FROM MY OWN PRIVATE COLLECTION "3:10 to Yuma" (2007)

2007 was a great, great year for movies. Among the many notable titles was this remake of the 1957 black and white western starring Glenn Ford. Generally, in my opinion, it's hard to beat the original, but this is one of those rare cases where the more mordern version outdoes its predecessor by leaps and bounds.

It's nicely orchestrated, from the direction (James Mangold) to the writing (Michael Brandt, Derek Haas and Halsted Welles) to the lush cinematography (Phedon Papamichael) to the tight editing (Michael McCusker), all of which make for a coherent and exciting action adventure.

Not to mention, the acting ain't too shabby either. Christian Bale is great in the lead as Dan Evans, creating a realistic anti-hero that's easy to root for. Peter Fonda is likewise fun to watch in the most villainous role I've seen him in to date. Other actors worthy of praise include Alan Tudyk, Logan Lerman and Kevin Durand, who makes the most of his short screentime (and is quickly turning out to be one of my favorite character actors).

But the film ultimately belongs to two people: Russell Crowe and Ben Foster. Honestly, it's hard to watch Crowe do anything and not become fully engaged in what he's doing. Here he plays one of the most likable bad guys I've seen anyone portray on screen, and he delivers some of the the best lines of dialogue in the entire film ("Even bad men love their mamas"). Evil as Crowe or Fonda's character may be, they can't touch the intimidation level Foster conveys by merely staring, or standing.

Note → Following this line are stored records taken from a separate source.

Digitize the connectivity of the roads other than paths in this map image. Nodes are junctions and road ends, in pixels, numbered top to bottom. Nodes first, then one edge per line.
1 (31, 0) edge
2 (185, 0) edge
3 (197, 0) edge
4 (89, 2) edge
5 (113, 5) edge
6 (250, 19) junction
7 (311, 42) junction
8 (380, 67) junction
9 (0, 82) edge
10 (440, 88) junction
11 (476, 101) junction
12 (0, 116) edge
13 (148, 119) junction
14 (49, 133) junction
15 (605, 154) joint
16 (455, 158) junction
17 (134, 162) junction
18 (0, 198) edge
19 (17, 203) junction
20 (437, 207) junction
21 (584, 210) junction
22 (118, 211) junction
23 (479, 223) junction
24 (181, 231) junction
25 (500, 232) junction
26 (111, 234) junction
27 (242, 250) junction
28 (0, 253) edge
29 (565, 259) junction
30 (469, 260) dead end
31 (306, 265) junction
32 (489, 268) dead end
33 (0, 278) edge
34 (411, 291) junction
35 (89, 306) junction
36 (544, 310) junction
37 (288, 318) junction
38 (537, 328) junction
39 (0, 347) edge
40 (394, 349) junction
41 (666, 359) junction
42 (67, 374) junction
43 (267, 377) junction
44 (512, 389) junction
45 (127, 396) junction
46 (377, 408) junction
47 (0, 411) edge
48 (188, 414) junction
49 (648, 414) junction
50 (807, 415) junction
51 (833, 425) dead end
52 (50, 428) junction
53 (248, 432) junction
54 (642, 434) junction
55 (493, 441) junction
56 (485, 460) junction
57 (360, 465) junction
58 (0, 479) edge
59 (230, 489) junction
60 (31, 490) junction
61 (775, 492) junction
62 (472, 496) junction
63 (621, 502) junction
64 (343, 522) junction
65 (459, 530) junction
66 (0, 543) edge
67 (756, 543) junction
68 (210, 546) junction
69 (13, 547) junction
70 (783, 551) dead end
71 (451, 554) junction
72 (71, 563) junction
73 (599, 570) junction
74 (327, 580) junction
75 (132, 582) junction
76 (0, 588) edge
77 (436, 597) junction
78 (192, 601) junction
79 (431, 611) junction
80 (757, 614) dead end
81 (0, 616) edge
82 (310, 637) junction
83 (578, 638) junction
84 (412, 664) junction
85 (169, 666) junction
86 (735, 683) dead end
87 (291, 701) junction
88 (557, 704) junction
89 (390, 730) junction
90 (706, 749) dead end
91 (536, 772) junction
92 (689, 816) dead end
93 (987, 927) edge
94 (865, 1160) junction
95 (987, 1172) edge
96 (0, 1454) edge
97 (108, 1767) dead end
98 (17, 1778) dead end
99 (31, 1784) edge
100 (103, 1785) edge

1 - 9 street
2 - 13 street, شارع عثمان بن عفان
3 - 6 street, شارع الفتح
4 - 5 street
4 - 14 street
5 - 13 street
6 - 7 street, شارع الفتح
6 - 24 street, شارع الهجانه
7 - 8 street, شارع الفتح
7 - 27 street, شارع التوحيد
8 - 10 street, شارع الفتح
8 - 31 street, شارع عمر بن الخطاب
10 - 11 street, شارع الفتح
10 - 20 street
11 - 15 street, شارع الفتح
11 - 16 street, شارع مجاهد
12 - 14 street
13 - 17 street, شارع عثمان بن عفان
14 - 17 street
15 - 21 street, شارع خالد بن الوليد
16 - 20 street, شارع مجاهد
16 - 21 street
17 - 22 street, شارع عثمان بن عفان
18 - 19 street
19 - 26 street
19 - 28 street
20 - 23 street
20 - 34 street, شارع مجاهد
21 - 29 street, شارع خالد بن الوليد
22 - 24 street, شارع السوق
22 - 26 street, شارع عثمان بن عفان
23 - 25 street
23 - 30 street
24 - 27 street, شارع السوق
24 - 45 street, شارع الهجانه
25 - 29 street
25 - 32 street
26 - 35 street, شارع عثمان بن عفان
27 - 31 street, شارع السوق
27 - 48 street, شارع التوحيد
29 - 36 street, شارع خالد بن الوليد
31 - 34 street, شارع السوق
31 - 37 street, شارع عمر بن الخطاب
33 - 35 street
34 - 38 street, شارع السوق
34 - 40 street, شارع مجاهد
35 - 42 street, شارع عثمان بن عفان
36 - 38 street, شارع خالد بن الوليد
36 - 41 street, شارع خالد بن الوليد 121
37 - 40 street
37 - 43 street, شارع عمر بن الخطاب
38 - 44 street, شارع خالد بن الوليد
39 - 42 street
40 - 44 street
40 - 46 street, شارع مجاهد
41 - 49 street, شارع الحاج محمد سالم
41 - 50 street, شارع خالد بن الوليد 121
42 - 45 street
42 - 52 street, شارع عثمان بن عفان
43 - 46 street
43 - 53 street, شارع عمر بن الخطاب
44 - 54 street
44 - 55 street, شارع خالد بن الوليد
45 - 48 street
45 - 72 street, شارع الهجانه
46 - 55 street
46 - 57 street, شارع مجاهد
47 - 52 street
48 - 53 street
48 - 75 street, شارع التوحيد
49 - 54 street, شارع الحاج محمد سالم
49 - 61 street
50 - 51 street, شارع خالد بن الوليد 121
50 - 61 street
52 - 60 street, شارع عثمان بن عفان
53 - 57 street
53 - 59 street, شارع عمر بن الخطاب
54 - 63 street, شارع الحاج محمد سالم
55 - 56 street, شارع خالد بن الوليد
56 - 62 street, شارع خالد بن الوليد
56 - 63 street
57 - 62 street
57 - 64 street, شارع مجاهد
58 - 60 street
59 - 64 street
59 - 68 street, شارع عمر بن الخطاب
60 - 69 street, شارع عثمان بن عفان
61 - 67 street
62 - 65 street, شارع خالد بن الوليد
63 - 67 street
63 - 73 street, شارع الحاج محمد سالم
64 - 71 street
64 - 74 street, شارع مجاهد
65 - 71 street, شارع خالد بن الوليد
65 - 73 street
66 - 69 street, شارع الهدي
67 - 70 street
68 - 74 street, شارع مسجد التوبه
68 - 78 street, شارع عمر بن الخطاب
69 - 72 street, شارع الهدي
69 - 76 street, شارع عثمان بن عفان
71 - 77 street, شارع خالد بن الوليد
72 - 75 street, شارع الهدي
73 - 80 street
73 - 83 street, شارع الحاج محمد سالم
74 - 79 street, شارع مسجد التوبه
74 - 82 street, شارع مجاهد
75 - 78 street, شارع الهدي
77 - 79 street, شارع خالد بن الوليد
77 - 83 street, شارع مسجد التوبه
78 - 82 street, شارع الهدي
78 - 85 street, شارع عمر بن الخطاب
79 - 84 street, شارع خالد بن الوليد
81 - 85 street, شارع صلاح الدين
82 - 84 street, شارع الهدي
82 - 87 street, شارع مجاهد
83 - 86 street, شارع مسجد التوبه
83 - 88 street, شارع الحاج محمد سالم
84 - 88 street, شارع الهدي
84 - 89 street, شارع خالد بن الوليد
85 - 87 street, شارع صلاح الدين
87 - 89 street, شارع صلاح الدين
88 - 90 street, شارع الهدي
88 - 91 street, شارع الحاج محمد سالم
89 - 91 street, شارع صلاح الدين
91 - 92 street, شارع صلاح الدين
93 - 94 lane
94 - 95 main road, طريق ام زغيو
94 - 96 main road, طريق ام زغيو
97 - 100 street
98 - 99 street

As a soundtrack connoisseur, I would be remiss in not mentioning Marco Beltrami's perfect, Academy Award-nominated music score. At times it's exciting enough to get your adrenaline pumping, and at other times, it transforms into this quiet, soft, pensive piece of composition. Standout tracks include "Main Title," "Chinese Democracy," "One for the Road / Storm Clouds," "One Man Left," "Bible Study," and "The 3:10 to Yuma."